The exact etiology of cutis verticis gyrata is unknown 3. However, because it typically manifests after puberty, it has been postulated that various endocrine factors might play a role in the pathogenesis of primary disease 3. In particular, testosterone is thought to play an important role, and if implicated, may explain the male predilection 1,3.
The etiologies of cutis verticis gyrata can be classified as either primary or secondary 1-6:
- primary essential: no other associated anomalies
- primary non-essential: associated with neuropsychiatric or ophthalmologic anomalies
- scalp dermatologic conditions (e.g. benign or malignant tumors, nevi, inflammatory dermatoses, trauma, etc.)
- malignancy (e.g. leukemia)
- type 2 diabetes mellitus
- Ehlers-Danlos syndrome
- tuberous sclerosis
- Beare-Stevenson cutis gyrata syndrome
- Noonan syndrome
- various aneuploidies (e.g.

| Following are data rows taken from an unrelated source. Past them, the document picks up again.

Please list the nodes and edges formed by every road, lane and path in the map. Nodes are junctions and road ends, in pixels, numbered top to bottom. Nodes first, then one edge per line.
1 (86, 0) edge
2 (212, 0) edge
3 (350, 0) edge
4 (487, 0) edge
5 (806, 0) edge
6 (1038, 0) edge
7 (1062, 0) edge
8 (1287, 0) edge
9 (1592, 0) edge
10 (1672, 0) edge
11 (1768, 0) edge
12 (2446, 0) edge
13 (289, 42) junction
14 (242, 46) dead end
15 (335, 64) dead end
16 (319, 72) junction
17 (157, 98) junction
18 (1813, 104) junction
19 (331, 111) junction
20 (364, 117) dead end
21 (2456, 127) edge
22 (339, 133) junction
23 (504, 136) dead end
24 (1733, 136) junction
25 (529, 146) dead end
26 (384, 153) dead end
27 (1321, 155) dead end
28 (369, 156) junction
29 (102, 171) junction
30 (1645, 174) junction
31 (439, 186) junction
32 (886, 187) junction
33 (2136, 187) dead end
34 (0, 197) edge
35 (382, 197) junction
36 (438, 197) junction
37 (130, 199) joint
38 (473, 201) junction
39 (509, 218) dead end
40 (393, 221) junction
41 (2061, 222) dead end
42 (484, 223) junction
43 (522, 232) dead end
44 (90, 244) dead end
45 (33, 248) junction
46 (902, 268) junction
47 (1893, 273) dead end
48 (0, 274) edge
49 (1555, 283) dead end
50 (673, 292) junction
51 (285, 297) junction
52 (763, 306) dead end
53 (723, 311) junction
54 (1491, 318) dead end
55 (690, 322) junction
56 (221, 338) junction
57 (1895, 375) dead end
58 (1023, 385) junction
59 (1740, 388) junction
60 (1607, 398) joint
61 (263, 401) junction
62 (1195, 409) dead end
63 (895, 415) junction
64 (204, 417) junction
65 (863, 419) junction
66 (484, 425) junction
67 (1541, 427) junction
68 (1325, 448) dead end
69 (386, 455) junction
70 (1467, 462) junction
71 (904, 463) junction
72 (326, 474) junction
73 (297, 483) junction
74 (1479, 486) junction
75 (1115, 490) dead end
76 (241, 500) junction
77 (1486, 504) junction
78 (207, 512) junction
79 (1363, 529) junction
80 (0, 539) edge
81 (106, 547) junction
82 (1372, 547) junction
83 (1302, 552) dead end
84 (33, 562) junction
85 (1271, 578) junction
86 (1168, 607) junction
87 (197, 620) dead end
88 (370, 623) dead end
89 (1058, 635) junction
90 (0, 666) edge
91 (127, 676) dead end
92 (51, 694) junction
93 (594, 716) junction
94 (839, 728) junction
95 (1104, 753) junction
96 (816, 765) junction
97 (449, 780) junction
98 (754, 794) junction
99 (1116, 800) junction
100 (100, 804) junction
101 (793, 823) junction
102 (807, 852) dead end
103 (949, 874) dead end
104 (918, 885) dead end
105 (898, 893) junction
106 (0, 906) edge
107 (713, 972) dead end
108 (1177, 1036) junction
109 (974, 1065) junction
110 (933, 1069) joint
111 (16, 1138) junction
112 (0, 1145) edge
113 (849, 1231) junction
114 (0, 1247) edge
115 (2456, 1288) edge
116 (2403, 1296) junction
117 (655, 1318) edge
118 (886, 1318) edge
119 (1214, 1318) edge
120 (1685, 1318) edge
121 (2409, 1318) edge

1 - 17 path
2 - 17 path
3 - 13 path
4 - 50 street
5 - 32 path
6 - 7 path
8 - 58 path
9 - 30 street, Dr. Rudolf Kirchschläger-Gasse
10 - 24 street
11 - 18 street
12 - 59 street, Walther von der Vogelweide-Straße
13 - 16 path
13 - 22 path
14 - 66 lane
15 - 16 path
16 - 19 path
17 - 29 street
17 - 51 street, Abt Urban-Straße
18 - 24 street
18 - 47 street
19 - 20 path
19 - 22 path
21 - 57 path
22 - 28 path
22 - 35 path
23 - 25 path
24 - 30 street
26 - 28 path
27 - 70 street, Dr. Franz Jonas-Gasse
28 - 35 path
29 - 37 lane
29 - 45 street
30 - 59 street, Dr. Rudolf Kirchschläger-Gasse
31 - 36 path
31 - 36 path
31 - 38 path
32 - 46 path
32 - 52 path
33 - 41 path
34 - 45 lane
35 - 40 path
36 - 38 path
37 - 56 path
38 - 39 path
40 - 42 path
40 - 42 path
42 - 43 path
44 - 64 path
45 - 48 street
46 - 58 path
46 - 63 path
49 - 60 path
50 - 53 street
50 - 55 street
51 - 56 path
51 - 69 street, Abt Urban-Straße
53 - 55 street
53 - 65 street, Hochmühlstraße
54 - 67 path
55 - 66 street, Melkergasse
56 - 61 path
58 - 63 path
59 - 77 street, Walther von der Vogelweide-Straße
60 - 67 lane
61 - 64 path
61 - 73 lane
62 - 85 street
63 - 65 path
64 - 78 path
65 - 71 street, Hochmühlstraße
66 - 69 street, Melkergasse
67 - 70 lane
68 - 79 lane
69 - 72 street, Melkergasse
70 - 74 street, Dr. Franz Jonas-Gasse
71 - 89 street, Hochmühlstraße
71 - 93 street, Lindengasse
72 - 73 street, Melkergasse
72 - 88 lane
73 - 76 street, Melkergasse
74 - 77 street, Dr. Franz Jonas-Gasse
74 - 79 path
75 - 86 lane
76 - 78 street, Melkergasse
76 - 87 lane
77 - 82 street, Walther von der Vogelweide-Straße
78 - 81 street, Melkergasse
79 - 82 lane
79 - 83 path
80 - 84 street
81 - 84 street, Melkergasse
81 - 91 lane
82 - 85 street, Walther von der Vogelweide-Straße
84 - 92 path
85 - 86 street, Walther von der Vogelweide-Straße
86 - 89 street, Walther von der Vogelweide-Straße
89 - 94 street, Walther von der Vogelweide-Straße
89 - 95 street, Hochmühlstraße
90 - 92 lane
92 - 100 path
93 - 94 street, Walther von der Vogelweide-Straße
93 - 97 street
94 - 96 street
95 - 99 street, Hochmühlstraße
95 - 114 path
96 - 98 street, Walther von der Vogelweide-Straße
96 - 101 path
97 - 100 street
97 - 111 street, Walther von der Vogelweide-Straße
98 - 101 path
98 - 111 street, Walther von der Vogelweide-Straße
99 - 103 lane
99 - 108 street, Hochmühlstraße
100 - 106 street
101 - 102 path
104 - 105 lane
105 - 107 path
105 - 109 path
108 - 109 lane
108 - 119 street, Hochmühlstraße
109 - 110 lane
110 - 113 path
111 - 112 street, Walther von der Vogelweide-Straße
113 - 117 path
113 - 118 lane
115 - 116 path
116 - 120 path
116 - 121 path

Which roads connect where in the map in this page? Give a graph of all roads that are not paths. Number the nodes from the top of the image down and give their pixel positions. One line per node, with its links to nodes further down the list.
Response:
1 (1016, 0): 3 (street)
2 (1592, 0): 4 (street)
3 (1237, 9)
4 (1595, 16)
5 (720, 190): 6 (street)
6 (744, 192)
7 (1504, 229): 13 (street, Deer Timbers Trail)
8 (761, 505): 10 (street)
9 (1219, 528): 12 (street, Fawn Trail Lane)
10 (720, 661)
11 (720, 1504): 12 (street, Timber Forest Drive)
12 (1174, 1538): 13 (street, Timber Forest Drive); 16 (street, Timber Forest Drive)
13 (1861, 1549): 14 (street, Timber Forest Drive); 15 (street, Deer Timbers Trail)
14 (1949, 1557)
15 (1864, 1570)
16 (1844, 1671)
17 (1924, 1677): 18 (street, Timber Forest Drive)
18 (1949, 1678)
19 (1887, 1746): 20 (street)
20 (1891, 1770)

Turner syndrome, Klinefelter syndrome, etc.)
Although the diagnosis is primarily a clinical one, cutis verticis gyrata can be demonstrated on cross-sectional imaging 1,4-6. Indeed, in unknowing patients with mild disease, detection of cutis verticis gyrata by imaging may be the first time the pathology is diagnosed 6.
CT and MRI demonstrate diffuse thickening of the scalp with marked ridges and furrows 1,4-6. The thickening always involves the dermis, but often also involves the subcutis as well 1,4-6. The thickened dermis and subcutis demonstrate the same attenuation and signal intensity, on CT and MRI respectively, as normal dermis and subcutis 1,4-6.
The width of the ridges and depth of the furrows vary depending on the severity, however, the direction of folds and ridges is usually anterior to posterior 1,4-6. An exception to this anteroposterior orientation is in the occiput, where folds may be transverse 1. The ridges and furrows may be symmetric, seen more-so in primary disease, or asymmetric, seen more-so in secondary disease 1,4-6.
Patients with severe disease have a greater number of folds and ridges 1,4-6. The appearance of such disease has been given the description of having a 'cog-wheel' pattern radiographically 1.
Additionally, cross-sectional imaging should be used to interrogate the brain and orbits in the instance of primary non-essential disease, and also has a role in detecting an underlying etiology in secondary diseases, such as a pituitary adenoma in acromegaly 6.
Treatment and prognosis
Management depends on severity of the disease 2. In mild disease, good scalp hygiene is recommended to avoid accumulations of malodourous secretions in furrows 2. However, in more severe disease, surgical scalp reduction can be considered 2.
In patients with secondary cutis verticis gyrata, management should also be focused on the underlying cause 2.
History and etymology
Cutis verticis gyrata was first described by Jean-Louis-Marc Alibert (1768-1837), a French dermatologist, in 1837 6. However the term "cutis verticis gyrata" was first coined many years later by Paul Gerson Unna (1850-1929), a German dermatologist, in 1907 6,7.
- 1. Kolawole TM, Al Orainy IA, Patel PJ, Fathuddin S. Cutis verticis gyrata: its computed tomographic demonstration in acromegaly. (1998) European journal of radiology. 27 (2): 145-8. Pubmed
- 2. Diven DG, Tanus T, Raimer SS. Cutis verticis gyrata. (1991) International journal of dermatology. 30(10):710-2. doi:10.1111/j.1365-4362.1991.tb02615.x/abstract
- 3. Palazzo R, Schepis C, Ruggeri M, Baldini L, Pizzimenti A, Arcoraci V, Spina E. An endocrinological study of patients with primary cutis verticis gyrata. (1993) Acta dermato-venereologica. 73 (5): 348-9. Pubmed
- 4. Okamoto K, Ito J, Tokiguchi S, Ishikawa K, Furusawa T, Sakai K. MRI in essential primary cutis verticis gyrata. (2016) Neuroradiology. 43 (10): 841. doi:10.1007/s002340100591 - Pubmed
- 5. Alorainy IA. Magnetic resonance imaging of cutis verticis gyrata. (2008) Journal of computer assisted tomography. 32 (1): 119-23. doi:10.1097/RCT.0b013e31805d08a9 - Pubmed
- 6. do Amaral LLF, Bag AK, Gonçalves FG, Hanagandi PB. Advanced Neuroradiology Cases. ISBN: 9781316692394
- 7. Unna PG. Cutis verticis gyrata. (1907) Monatsh Prakt Derm. 45:227–233.